The following, which is the first of a series of discourses on Scripture Characters, has had the reputation of being the finest specimen of polished eloquence which this distinguished divine has ever put to press. In the title, we substitute the word "doom" for "characteristic."

THE UNIVERSAL DOOM.

"And Joseph died, and all his brethren, and all that generation.”—Exodus, i 6.

THE successions of generations among the children of men, has been, from Homer downward, likened to that of the leaves among the trees of the forest. The foliage of one summer, withering gradually away and strewing the earth with wrecks, has its place supplied by the exuberance of the following spring. Of the countless myriads of gay blossoms and

green leaves, that but a few months ago were glancing in the beams of the joyous sun, not one remains; but a new race, all full of brightness and promise as before, covers the naked branches, and the woods again burst forth in beauty and song, as if decay had never passed over any of their leafy boughs. So of men: "one generation passeth away, and another generation cometh, but the earth abideth forever" (Eccl., i. 4). The same to the new generation that cometh—the same scene of weary labor, endless variety, alternate hope and disappointment, as if no warning of change had ever been given, as if the knell of death had never rung over the generation that is passing away.

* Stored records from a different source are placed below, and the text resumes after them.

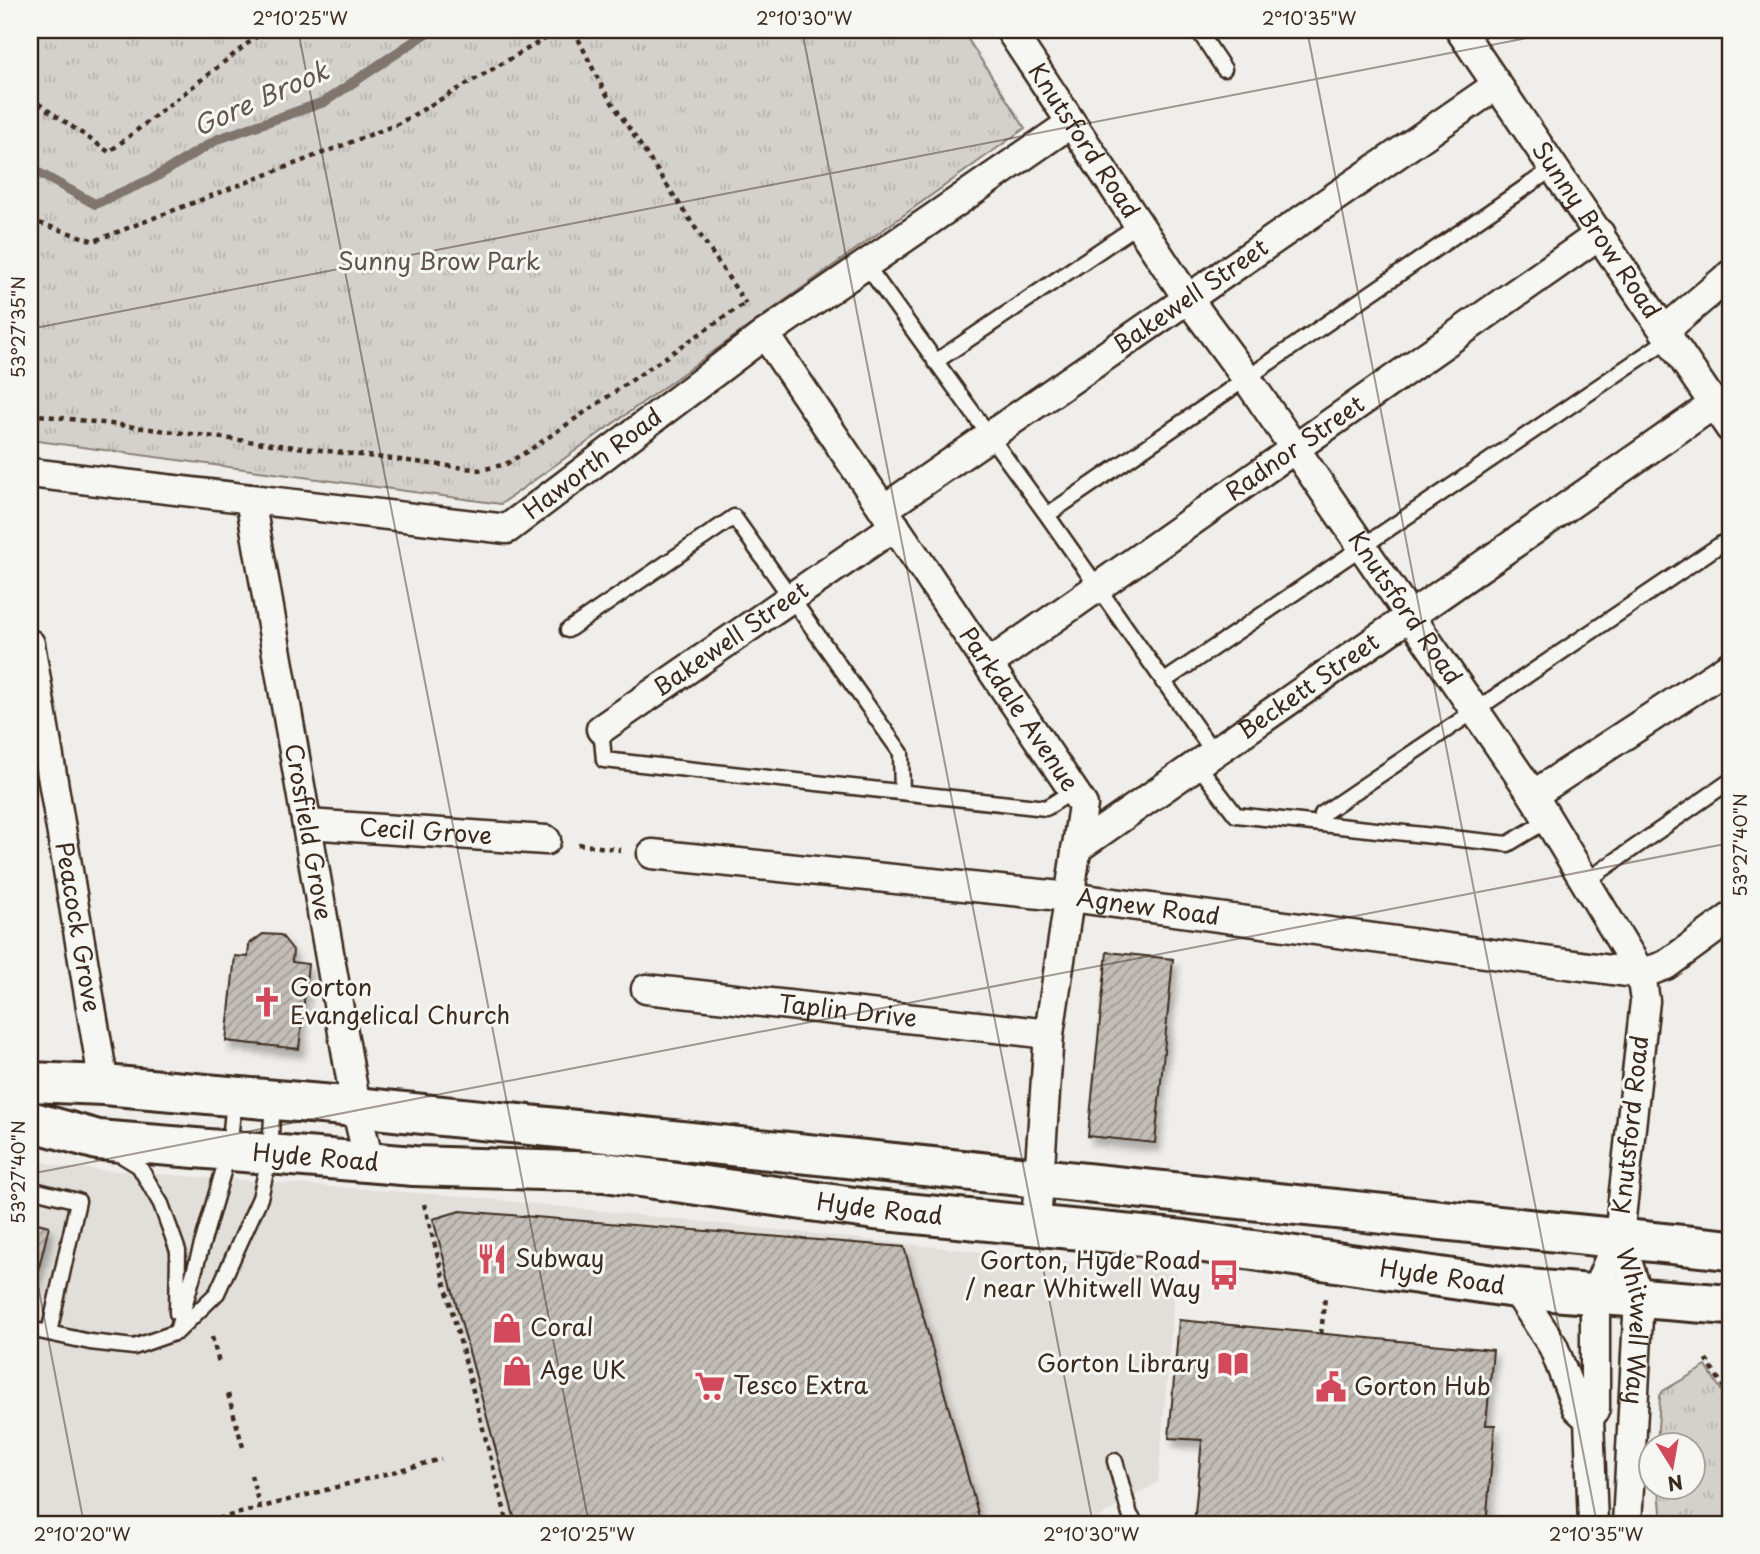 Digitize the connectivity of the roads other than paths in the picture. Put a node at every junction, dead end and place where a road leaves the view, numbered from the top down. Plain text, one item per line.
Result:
1 (1010, 30) edge
2 (1198, 30) edge
3 (1460, 30) edge
4 (1224, 69) dead end
5 (1497, 85) junction
6 (1071, 123) junction
7 (1555, 167) junction
8 (1139, 225) junction
9 (1600, 234) junction
10 (866, 265) junction
11 (1730, 275) edge
12 (1188, 299) junction
13 (765, 334) junction
14 (1667, 334) junction
15 (935, 362) junction
16 (1247, 379) junction
17 (1714, 404) junction
18 (1730, 428) edge
19 (988, 436) junction
20 (1295, 449) junction
21 (30, 472) edge
22 (250, 499) junction
23 (1047, 515) junction
24 (889, 518) junction
25 (1730, 538) edge
26 (1362, 546) junction
27 (1097, 588) junction
28 (792, 596) junction
29 (1410, 617) junction
30 (568, 630) dead end
31 (30, 644) edge
32 (990, 663) junction
33 (1730, 666) edge
34 (1163, 682) junction
35 (1475, 711) junction
36 (601, 729) joint
37 (1206, 759) junction
38 (1730, 781) edge
39 (1073, 791) junction
40 (902, 792) junction
41 (1533, 795) junction
42 (1548, 820) junction
43 (307, 824) junction
44 (1321, 824) junction
45 (545, 840) road end
46 (1076, 849) junction
47 (652, 854) road end
48 (1586, 882) junction
49 (1070, 897) junction
50 (1730, 918) edge
51 (1641, 974) junction
52 (646, 989) dead end
53 (1049, 1034) junction
54 (30, 1082) edge
55 (104, 1085) junction
56 (235, 1096) junction
57 (273, 1099) junction
58 (356, 1107) junction
59 (30, 1121) edge
60 (98, 1140) junction
61 (229, 1150) junction
62 (270, 1154) junction
63 (369, 1162) junction
64 (1039, 1180) junction
65 (30, 1189) edge
66 (1036, 1224) junction
67 (1619, 1236) junction
68 (1730, 1250) edge
69 (1515, 1288) junction
70 (1595, 1294) junction
71 (1639, 1298) junction
72 (1730, 1305) edge
73 (30, 1329) edge
74 (177, 1332) junction
75 (49, 1333) junction
76 (1589, 1419) junction
77 (1115, 1461) dead end
78 (1136, 1524) edge
79 (1592, 1524) edge
80 (1627, 1524) edge

1 - 6 street, Knutsford Road
2 - 4 lane
3 - 5 street, Sunny Brow Road
5 - 7 street, Sunny Brow Road
5 - 12 street, Bakewell Street
6 - 8 street, Knutsford Road
6 - 10 street, Haworth Road
7 - 9 street, Sunny Brow Road
7 - 16 lane
8 - 12 street, Knutsford Road
8 - 15 lane
9 - 14 street, Sunny Brow Road
9 - 20 street, Radnor Street
10 - 13 street, Haworth Road
10 - 15 lane
11 - 14 street
12 - 16 street, Knutsford Road
12 - 19 street, Bakewell Street
13 - 22 street, Haworth Road
13 - 24 street, Parkdale Avenue
14 - 17 street, Sunny Brow Road
14 - 26 lane
15 - 19 lane
16 - 20 street, Knutsford Road
16 - 23 lane
17 - 18 street, Sunny Brow Road
17 - 29 street, Beckett Street
19 - 23 lane
19 - 24 street, Bakewell Street
20 - 26 street, Knutsford Road
20 - 27 street, Radnor Street
21 - 22 street, Haworth Road
22 - 43 street, Crosfield Grove
23 - 27 lane
24 - 28 street, Bakewell Street
24 - 32 street, Parkdale Avenue
25 - 35 lane
26 - 29 street, Knutsford Road
26 - 34 lane
27 - 32 street, Radnor Street
27 - 34 lane
28 - 30 lane
28 - 36 street, Bakewell Street
28 - 40 lane
29 - 35 street, Knutsford Road
29 - 37 street, Beckett Street
31 - 55 street, Peacock Grove
32 - 39 street, Parkdale Avenue
33 - 41 street
34 - 37 lane
35 - 41 street, Knutsford Road
35 - 44 lane
36 - 40 lane
37 - 44 lane
37 - 46 street, Beckett Street
38 - 48 lane
39 - 40 lane
39 - 46 street, Parkdale Avenue
41 - 42 street, Knutsford Road
42 - 44 lane
42 - 48 street, Knutsford Road
43 - 45 street, Cecil Grove
43 - 58 street, Crosfield Grove
46 - 49 street, Parkdale Avenue
47 - 49 street, Agnew Road
48 - 51 street, Knutsford Road
49 - 51 street, Agnew Road
49 - 53 street, Parkdale Avenue
50 - 51 street
51 - 67 street, Knutsford Road
52 - 53 street, Taplin Drive
53 - 64 street, Parkdale Avenue
54 - 55 highway, Hyde Road
55 - 56 highway, Hyde Road
56 - 57 highway, Hyde Road
56 - 61 lane
57 - 58 highway, Hyde Road
57 - 62 lane
58 - 63 street, Crosfield Grove
58 - 64 highway, Hyde Road
59 - 60 highway, Hyde Road
60 - 61 highway, Hyde Road
60 - 74 lane
61 - 62 highway, Hyde Road
61 - 74 lane
62 - 63 highway, Hyde Road
62 - 74 lane
63 - 66 highway, Hyde Road
64 - 66 street, Parkdale Avenue
64 - 67 highway, Hyde Road
65 - 75 lane
66 - 69 highway, Hyde Road
67 - 68 highway, Hyde Road
67 - 70 street, Whitwell Way
67 - 71 street, Whitwell Way
69 - 70 highway, Hyde Road
69 - 76 street, Whitwell Way
70 - 71 highway, Hyde Road
70 - 76 street, Whitwell Way
71 - 72 highway, Hyde Road
71 - 80 street, Whitwell Way
73 - 75 lane
74 - 75 lane
76 - 79 street, Whitwell Way
77 - 78 lane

But there is one point in which the analogy does not hold: there is one difference between the race of leaves and the race of men. Between the leaves of successive summers an interval of desolation intervenes, and the "bare and wintry woods" emphatically mark the passage from one season to another. But there is no such pause in the succession of the generations of men. Insensibly they melt and shade into one another. An old man dies, and a child is born; daily and hourly there is a death and a birth; and imperceptibly, by slow degrees, the actors in life's busy scene are changed. Hence the full force of this thought, "one generation passeth away, and another generation cometh," is not ordinarily felt.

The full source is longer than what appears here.